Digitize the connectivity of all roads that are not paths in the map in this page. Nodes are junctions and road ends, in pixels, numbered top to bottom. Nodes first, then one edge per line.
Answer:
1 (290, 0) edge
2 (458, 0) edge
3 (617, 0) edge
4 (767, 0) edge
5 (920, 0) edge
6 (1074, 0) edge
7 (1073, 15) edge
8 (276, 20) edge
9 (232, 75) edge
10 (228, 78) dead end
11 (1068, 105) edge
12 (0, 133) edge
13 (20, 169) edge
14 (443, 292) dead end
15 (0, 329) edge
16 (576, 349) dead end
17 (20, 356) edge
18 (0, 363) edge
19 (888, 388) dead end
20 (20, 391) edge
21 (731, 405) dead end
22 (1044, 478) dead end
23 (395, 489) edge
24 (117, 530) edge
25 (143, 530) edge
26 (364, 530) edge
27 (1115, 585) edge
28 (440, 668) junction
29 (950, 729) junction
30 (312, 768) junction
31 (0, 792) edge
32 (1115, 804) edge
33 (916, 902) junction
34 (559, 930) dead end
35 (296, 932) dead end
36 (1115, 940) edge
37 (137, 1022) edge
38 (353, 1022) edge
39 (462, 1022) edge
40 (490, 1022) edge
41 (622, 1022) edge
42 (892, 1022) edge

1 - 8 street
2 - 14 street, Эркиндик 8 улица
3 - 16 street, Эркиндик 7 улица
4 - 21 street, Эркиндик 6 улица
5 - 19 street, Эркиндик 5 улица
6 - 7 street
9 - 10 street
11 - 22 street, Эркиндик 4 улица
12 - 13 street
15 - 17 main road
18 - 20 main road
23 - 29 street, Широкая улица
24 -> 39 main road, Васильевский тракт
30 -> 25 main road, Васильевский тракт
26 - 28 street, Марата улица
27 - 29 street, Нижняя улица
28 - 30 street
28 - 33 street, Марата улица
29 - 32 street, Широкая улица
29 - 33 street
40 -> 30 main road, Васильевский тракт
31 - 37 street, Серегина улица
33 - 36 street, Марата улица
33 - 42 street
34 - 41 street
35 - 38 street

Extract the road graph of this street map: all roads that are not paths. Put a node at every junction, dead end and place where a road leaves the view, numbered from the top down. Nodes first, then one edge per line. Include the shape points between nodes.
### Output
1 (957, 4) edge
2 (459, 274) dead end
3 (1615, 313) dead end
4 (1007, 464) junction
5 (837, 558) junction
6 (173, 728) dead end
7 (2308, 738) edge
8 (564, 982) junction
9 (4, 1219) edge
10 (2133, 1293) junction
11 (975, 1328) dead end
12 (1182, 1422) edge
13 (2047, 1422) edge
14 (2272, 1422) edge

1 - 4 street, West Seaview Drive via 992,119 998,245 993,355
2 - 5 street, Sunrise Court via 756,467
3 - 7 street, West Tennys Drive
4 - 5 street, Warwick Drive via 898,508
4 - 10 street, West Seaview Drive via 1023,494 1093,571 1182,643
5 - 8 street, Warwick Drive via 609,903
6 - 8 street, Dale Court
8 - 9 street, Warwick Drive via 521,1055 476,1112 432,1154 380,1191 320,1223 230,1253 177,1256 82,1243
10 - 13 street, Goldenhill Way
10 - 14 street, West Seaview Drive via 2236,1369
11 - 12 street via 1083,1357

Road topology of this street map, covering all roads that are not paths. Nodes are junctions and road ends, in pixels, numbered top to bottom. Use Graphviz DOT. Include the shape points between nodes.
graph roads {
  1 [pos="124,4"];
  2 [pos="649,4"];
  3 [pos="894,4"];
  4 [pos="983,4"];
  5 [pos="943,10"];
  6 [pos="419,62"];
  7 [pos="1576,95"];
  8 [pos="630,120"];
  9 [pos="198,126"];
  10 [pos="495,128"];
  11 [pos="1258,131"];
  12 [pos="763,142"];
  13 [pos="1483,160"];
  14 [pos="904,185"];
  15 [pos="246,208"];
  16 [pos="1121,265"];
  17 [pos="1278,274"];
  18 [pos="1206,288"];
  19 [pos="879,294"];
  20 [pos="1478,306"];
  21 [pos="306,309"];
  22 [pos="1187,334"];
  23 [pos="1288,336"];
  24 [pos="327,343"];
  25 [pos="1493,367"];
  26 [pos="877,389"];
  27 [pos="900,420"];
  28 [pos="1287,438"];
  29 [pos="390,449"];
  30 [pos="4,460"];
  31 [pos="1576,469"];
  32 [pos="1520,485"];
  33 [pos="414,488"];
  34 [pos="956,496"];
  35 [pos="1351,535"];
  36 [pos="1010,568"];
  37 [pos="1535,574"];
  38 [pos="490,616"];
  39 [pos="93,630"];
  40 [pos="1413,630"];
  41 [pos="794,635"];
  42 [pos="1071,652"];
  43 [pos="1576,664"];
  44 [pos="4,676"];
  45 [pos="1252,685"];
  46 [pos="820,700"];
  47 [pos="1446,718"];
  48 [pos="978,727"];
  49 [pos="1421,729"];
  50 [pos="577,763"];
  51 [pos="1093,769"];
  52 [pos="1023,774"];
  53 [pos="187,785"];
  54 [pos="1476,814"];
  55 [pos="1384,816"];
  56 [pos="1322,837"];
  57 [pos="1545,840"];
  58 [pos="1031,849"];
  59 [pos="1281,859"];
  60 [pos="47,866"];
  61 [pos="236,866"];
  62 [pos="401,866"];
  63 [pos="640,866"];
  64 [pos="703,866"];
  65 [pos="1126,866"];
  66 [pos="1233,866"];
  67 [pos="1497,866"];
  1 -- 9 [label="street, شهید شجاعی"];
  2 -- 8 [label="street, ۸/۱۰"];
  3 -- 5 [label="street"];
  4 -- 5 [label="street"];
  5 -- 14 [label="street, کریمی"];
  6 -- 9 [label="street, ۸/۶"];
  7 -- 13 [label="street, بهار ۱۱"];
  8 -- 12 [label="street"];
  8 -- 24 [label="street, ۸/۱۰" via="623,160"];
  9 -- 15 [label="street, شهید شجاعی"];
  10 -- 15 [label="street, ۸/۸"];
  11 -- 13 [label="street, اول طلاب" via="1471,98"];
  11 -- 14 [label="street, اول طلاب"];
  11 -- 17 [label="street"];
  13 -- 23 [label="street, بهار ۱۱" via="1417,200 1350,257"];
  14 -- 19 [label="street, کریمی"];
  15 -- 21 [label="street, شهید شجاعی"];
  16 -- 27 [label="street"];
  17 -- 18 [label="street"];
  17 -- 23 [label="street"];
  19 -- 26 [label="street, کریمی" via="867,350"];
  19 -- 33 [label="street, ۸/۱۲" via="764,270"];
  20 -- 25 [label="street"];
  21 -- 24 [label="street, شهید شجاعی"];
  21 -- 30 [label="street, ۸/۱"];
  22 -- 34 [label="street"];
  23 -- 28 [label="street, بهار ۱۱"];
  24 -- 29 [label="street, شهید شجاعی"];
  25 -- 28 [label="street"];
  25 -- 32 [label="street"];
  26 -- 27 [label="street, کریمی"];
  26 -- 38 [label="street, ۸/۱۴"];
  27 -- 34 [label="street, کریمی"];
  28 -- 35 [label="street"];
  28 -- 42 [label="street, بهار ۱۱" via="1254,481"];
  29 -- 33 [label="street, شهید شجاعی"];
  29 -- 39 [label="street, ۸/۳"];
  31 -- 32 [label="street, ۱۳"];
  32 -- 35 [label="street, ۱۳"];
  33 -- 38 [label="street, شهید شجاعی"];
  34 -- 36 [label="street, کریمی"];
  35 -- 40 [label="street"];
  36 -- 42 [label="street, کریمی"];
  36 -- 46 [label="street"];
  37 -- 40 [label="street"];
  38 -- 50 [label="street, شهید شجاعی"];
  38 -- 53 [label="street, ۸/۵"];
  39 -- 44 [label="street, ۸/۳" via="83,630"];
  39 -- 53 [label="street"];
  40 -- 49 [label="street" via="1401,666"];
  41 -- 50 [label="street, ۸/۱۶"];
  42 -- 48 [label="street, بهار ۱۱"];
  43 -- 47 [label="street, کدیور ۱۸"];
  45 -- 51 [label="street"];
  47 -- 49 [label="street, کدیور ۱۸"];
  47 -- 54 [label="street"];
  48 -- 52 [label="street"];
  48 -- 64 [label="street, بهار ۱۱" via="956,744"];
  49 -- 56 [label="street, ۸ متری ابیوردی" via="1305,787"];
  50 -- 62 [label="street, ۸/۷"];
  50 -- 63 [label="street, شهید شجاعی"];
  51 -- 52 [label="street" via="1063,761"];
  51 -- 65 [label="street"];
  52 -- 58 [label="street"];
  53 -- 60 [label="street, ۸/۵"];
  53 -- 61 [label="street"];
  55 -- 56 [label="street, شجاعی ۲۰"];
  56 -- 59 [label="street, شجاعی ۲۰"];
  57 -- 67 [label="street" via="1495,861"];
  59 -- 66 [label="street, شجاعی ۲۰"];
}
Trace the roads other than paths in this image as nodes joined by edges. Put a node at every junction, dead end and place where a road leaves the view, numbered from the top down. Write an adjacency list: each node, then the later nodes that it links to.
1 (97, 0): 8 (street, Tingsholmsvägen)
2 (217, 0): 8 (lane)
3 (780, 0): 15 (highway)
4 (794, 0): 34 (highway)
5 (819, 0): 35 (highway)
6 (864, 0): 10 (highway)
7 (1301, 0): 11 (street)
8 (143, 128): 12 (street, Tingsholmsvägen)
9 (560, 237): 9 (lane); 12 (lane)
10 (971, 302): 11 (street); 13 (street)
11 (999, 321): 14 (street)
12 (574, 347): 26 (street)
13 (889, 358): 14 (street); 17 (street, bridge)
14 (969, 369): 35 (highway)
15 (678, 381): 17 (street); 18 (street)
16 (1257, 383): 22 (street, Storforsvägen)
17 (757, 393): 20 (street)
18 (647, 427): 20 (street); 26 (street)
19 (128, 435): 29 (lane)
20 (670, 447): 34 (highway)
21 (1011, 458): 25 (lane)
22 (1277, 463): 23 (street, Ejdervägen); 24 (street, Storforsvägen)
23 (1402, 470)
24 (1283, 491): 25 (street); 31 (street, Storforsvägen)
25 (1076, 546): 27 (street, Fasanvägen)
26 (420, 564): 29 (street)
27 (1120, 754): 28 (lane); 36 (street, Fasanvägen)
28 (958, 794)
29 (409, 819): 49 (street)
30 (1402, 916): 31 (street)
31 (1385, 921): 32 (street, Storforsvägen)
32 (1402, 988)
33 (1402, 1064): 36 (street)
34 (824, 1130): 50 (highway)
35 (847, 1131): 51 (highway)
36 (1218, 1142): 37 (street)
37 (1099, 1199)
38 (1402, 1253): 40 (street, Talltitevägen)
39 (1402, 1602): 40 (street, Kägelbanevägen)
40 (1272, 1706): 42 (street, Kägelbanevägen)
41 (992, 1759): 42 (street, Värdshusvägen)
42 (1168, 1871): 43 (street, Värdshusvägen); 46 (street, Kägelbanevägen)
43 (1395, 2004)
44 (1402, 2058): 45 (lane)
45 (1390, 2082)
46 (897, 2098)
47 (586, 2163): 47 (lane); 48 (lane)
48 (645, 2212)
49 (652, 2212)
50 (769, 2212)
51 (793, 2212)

- - - -

Whenever a line in the entries holds the word "this", copy that line.

Digitize the connectivity of all roads that are not paths in the map in this page. Nodes are junctions and road ends, in pixels, numbered top to bottom. Nodes first, then one edge per line.
Extract the road graph of this street map: all roads that are not paths. Put a node at every junction, dead end and place where a road leaves the view, numbered from the top down. Nodes first, then one edge per line. Include the shape points between nodes.
Road topology of this street map, covering all roads that are not paths. Nodes are junctions and road ends, in pixels, numbered top to bottom. Use Graphviz DOT. Include the shape points between nodes.
Trace the roads other than paths in this image as nodes joined by edges. Put a node at every junction, dead end and place where a road leaves the view, numbered from the top down. Write an adjacency list: each node, then the later nodes that it links to.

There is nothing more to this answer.